Segment Start: ENTRIES SHOWN

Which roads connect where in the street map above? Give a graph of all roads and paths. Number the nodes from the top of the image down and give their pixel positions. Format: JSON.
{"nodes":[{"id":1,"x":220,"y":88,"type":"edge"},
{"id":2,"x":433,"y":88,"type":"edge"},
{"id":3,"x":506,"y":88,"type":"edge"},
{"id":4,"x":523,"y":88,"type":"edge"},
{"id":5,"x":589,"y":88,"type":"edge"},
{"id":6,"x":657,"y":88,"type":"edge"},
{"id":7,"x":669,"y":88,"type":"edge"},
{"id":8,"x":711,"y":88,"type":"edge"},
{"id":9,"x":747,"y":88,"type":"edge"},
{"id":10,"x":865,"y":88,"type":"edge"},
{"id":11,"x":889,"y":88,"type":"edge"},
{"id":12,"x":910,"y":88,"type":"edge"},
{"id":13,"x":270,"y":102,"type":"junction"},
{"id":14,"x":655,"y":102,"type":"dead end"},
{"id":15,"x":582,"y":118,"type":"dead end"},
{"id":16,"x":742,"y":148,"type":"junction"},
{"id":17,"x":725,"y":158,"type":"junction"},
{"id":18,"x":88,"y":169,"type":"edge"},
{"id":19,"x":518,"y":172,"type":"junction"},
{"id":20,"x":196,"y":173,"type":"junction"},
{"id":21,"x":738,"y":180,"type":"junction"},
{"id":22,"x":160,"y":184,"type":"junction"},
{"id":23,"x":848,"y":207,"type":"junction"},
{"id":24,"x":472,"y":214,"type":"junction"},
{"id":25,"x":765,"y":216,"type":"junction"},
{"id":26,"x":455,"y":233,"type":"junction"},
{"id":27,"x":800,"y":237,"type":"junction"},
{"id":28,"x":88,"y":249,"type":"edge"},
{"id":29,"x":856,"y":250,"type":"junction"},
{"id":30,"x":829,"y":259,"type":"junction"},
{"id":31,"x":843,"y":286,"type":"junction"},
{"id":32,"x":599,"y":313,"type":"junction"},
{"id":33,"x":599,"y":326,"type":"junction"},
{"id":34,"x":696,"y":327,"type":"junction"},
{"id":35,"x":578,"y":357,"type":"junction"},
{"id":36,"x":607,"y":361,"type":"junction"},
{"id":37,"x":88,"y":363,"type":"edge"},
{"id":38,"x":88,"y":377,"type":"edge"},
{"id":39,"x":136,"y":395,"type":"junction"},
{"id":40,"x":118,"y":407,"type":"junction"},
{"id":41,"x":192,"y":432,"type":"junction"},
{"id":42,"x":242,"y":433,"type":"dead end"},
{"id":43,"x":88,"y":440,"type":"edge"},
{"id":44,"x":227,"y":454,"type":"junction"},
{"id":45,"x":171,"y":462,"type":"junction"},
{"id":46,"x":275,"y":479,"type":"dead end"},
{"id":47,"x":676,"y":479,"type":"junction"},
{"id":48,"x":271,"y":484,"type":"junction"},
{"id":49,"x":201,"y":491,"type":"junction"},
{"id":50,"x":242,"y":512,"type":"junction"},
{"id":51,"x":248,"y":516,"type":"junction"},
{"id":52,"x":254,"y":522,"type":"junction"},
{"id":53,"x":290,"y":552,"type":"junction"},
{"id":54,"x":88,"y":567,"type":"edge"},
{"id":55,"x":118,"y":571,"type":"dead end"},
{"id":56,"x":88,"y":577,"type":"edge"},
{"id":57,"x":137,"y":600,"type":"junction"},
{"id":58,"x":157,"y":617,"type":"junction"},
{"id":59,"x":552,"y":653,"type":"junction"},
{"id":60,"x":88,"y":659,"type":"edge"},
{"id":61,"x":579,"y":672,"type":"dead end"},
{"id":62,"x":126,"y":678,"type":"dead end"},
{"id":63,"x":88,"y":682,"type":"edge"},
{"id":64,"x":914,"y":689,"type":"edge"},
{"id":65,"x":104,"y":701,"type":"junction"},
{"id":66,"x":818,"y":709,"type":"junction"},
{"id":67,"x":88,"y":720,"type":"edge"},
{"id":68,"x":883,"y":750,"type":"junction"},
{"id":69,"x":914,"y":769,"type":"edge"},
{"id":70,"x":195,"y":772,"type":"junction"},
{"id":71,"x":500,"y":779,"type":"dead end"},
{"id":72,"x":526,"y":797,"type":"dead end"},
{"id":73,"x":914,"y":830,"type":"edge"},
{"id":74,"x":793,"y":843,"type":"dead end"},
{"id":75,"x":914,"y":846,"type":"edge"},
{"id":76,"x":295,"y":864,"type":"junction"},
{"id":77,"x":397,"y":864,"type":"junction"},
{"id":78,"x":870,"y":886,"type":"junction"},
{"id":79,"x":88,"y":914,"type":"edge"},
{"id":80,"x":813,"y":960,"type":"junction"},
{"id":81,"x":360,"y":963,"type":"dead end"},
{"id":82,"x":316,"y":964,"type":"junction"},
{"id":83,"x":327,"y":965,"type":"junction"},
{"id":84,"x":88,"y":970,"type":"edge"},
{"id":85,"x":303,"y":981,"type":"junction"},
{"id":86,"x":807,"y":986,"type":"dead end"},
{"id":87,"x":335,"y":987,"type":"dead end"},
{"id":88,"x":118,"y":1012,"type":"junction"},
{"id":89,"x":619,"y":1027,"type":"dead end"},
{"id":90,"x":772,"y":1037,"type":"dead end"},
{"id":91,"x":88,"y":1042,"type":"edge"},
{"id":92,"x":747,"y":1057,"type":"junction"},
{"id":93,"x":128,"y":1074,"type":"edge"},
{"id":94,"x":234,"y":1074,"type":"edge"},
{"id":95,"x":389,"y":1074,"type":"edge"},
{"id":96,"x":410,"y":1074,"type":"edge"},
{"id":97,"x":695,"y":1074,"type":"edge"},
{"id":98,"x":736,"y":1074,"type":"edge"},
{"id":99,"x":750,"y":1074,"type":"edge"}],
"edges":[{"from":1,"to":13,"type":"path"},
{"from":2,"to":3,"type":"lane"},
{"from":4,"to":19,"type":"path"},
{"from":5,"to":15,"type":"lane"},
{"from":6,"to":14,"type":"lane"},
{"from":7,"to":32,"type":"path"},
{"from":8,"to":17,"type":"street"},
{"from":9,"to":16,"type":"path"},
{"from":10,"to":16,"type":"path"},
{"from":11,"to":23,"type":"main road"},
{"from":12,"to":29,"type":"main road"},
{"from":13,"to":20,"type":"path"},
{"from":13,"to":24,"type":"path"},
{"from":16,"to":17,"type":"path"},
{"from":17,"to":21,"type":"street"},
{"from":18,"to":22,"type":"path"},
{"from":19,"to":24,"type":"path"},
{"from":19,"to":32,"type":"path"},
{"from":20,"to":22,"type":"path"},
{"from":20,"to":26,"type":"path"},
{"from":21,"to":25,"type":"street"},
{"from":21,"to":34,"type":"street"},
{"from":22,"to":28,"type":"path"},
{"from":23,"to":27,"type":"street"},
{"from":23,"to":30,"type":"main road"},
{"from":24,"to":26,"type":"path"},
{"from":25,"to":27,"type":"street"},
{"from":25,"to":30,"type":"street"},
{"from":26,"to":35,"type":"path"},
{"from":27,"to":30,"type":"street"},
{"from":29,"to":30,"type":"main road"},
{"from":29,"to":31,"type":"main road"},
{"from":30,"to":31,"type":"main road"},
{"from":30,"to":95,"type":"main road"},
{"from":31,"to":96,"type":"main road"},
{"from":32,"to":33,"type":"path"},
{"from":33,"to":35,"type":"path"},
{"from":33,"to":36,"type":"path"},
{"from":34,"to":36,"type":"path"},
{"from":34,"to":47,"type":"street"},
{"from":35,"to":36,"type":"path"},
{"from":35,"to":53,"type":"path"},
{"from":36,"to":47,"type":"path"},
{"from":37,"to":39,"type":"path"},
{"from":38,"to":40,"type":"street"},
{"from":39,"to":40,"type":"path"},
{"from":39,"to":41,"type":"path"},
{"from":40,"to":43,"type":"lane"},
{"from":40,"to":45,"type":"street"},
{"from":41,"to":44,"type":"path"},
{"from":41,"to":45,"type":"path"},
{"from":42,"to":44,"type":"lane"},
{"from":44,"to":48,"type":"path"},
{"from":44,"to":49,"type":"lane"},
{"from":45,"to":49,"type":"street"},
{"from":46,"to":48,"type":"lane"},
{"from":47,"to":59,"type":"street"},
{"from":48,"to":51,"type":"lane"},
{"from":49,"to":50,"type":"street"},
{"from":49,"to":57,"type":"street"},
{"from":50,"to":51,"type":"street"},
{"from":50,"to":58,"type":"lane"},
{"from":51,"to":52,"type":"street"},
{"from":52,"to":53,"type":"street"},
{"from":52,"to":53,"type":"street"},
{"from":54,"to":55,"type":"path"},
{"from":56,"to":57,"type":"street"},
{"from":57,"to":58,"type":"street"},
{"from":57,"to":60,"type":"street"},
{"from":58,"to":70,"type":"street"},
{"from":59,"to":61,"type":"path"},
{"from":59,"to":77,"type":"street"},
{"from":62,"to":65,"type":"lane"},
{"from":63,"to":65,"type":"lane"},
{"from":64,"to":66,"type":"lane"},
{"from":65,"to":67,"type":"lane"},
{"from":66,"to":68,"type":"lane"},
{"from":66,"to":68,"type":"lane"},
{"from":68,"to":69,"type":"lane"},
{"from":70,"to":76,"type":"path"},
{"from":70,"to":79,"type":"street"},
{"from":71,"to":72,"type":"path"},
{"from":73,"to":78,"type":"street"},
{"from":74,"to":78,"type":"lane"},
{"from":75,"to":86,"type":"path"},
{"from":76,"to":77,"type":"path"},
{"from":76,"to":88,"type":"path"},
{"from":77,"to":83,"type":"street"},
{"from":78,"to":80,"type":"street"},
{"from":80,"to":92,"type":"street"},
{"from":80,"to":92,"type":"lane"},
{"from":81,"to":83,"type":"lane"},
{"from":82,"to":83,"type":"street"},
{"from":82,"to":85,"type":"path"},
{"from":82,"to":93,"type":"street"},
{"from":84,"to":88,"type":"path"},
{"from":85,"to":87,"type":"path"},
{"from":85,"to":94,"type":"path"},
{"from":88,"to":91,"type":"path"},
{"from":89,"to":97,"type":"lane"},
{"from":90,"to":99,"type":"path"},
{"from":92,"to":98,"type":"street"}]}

Segment End: ENTRIES SHOWN

**REQUIRED ACTION**
Copy out, in full, each line above that has the word "nodes" in it.

**YOUR SOLUTION**
Which roads connect where in the street map above? Give a graph of all roads and paths. Number the nodes from the top of the image down and give their pixel positions. Format: JSON.
{"nodes":[{"id":1,"x":220,"y":88,"type":"edge"},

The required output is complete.